Data entries.
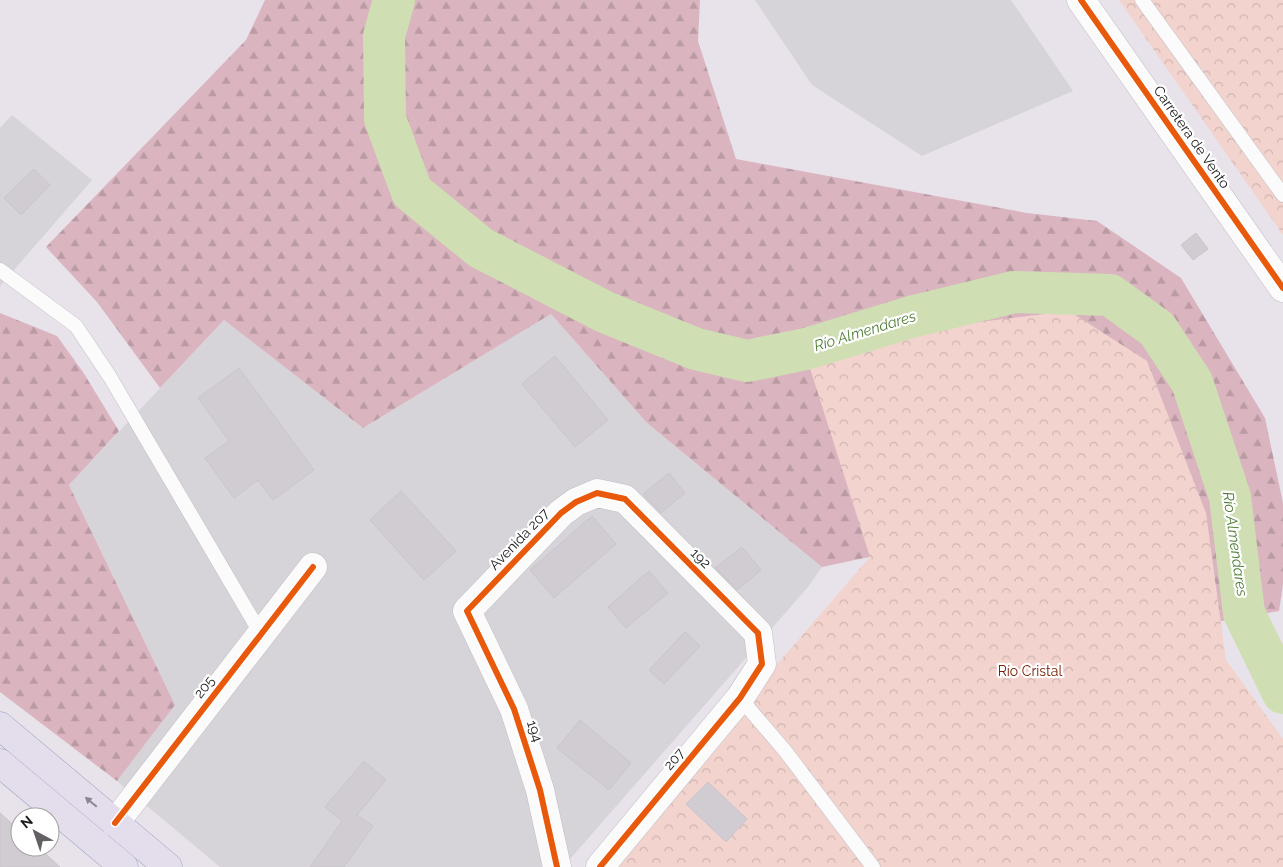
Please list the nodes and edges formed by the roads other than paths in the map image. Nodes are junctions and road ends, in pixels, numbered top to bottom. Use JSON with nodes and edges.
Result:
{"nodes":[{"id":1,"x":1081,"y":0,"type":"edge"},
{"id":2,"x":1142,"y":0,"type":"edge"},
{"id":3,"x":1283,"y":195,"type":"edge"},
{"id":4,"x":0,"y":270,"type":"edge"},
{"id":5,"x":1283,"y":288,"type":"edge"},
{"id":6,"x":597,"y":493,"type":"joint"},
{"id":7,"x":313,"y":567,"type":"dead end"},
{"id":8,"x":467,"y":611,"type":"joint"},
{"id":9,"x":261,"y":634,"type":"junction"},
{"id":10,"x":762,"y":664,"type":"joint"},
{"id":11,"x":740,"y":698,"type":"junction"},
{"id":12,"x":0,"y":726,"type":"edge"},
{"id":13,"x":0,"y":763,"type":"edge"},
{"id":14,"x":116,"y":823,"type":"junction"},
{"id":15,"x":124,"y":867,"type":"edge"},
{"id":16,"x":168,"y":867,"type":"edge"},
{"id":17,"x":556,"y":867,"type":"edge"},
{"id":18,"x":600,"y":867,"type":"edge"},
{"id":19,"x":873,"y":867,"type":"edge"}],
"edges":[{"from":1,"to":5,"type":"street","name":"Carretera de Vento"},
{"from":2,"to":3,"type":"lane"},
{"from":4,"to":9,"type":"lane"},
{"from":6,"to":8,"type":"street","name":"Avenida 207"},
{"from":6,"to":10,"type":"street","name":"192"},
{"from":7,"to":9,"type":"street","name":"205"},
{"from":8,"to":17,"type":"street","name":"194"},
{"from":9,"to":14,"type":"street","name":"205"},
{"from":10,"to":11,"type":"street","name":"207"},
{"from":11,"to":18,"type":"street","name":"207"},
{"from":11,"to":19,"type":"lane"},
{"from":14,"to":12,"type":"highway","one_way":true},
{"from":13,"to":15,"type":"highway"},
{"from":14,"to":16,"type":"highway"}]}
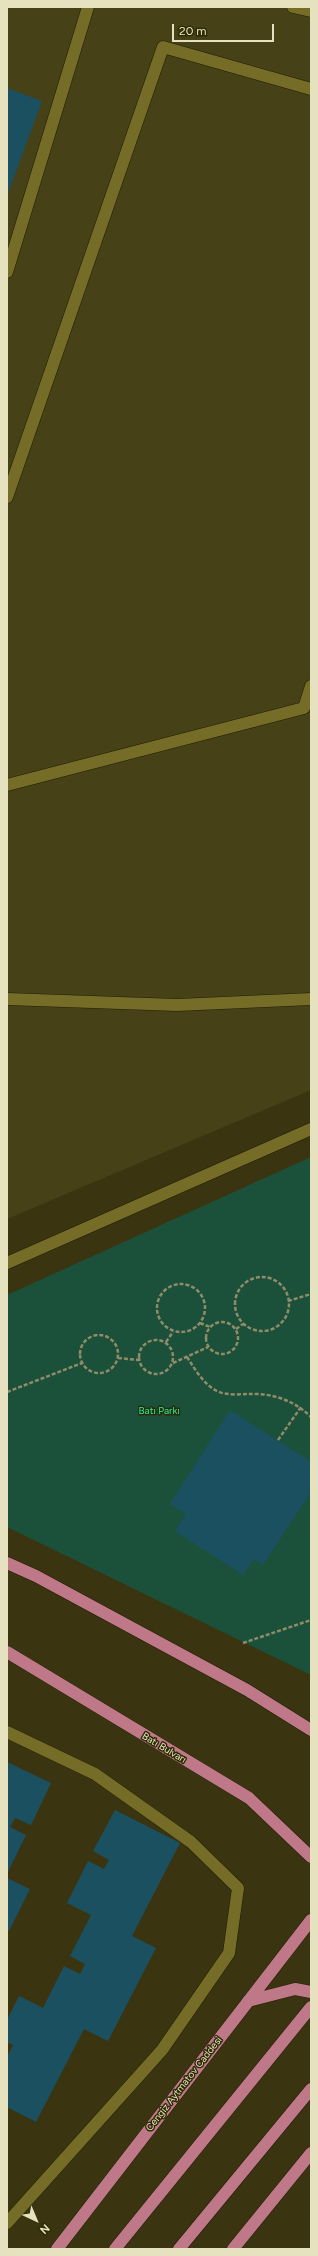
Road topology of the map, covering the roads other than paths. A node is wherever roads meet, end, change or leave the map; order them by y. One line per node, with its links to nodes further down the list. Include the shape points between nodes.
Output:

Your task. Write the records out once more, exactly as they appear, with no pictures.

Output of the task.
Please list the nodes and edges formed by the roads other than paths in the map image. Nodes are junctions and road ends, in pixels, numbered top to bottom. Use JSON with nodes and edges.
Result:
{"nodes":[{"id":1,"x":1081,"y":0,"type":"edge"},
{"id":2,"x":1142,"y":0,"type":"edge"},
{"id":3,"x":1283,"y":195,"type":"edge"},
{"id":4,"x":0,"y":270,"type":"edge"},
{"id":5,"x":1283,"y":288,"type":"edge"},
{"id":6,"x":597,"y":493,"type":"joint"},
{"id":7,"x":313,"y":567,"type":"dead end"},
{"id":8,"x":467,"y":611,"type":"joint"},
{"id":9,"x":261,"y":634,"type":"junction"},
{"id":10,"x":762,"y":664,"type":"joint"},
{"id":11,"x":740,"y":698,"type":"junction"},
{"id":12,"x":0,"y":726,"type":"edge"},
{"id":13,"x":0,"y":763,"type":"edge"},
{"id":14,"x":116,"y":823,"type":"junction"},
{"id":15,"x":124,"y":867,"type":"edge"},
{"id":16,"x":168,"y":867,"type":"edge"},
{"id":17,"x":556,"y":867,"type":"edge"},
{"id":18,"x":600,"y":867,"type":"edge"},
{"id":19,"x":873,"y":867,"type":"edge"}],
"edges":[{"from":1,"to":5,"type":"street","name":"Carretera de Vento"},
{"from":2,"to":3,"type":"lane"},
{"from":4,"to":9,"type":"lane"},
{"from":6,"to":8,"type":"street","name":"Avenida 207"},
{"from":6,"to":10,"type":"street","name":"192"},
{"from":7,"to":9,"type":"street","name":"205"},
{"from":8,"to":17,"type":"street","name":"194"},
{"from":9,"to":14,"type":"street","name":"205"},
{"from":10,"to":11,"type":"street","name":"207"},
{"from":11,"to":18,"type":"street","name":"207"},
{"from":11,"to":19,"type":"lane"},
{"from":14,"to":12,"type":"highway","one_way":true},
{"from":13,"to":15,"type":"highway"},
{"from":14,"to":16,"type":"highway"}]}
Road topology of the map, covering the roads other than paths. A node is wherever roads meet, end, change or leave the map; order them by y. One line per node, with its links to nodes further down the list. Include the shape points between nodes.
Output:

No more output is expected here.